In summary, previous studies have focused on analyzing the game theory between doctors and patients and influencing cooperative behavior mechanisms, which helps reduce medical malpractice. However, few scholars have discussed how doctors’ choice of the combination of two strategies affect patients’ medical behavior. Few studies have used quantitative methods to explore the choice of two different combinations of strategies for physicians, patients’ medical behavior strategies, and how to control the factors affecting medical malpractice to evolve in the direction of established goals.

The main features of this research are as follows:

1. Based on the conditions of bounded rationality, medical malpractice can be interpreted as dynamic games of constant selection and mutation. The evolutionary game method was used to solve the problem of medical malpractice. Therefore, an evolutionary game model of doctors and patients was constructed. The research results present the balanced behavioral choices of doctors and patients, which align with the game situation between doctors and patients in medical malpractice.
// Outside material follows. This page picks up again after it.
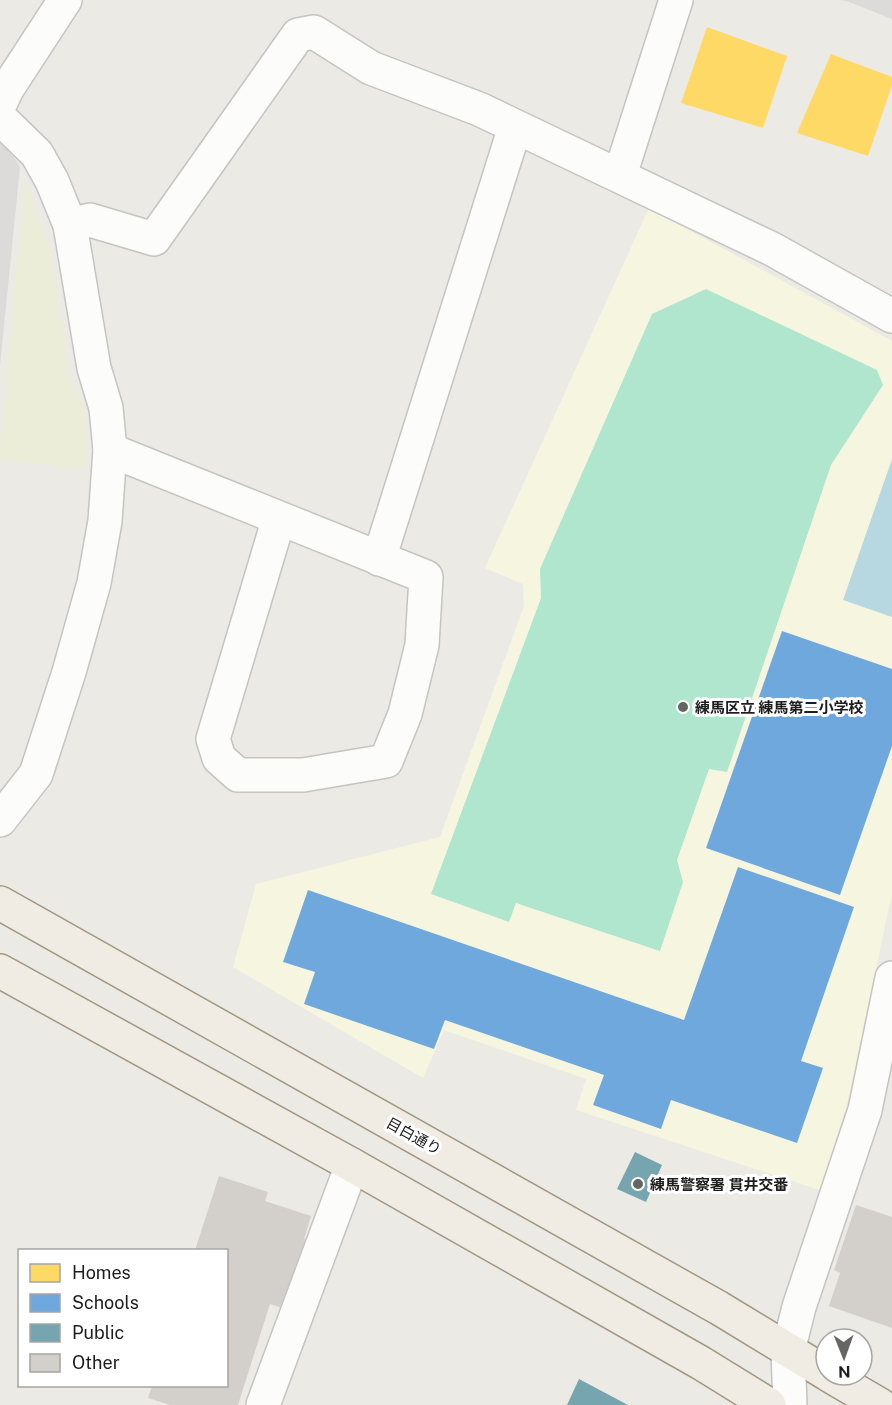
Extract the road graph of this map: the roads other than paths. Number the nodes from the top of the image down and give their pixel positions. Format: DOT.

2. The choice of stability strategies for doctors and patients in medical malpractice was studied by analyzing the equilibrium point and stability of the evolutionary game model between the players. Second, the model was simulated using Vensim by changing parameters, such as the doctor’s income and patient’s medical challenge. This reflects, intuitively, the evolutionary trend of doctors and patients in the medical malpractice process. Therefore, measures must be taken to alleviate the relationship between doctors and patients to ensure strong operability.

Methods

Basic assumptions and model building

Assume that there are two groups of doctors and patients, and one group is randomly selected from the group of doctors each time to match and play with the patients. Doctors and patients have limited rationality, they consider long-term cooperation and learn to constantly change their strategies until equilibrium is reached. The behavior of doctors is divided into: standardized practice and illegal practice, cooperation and conflict. The patient’s behavior is divided into non-medical malpractice and medical malpractice. Doctors’ standardized practices include complying with laws and regulations and ensuring the safety and quality of patients. Collaboration strategies include working with patients and enabling them to cooperate with treatments during the patient care process, ensuring effective communication and good treatment options. The patients’ non-medical behavior includes the behavior of choosing not to engage in medical disputes under the different strategies of the doctors.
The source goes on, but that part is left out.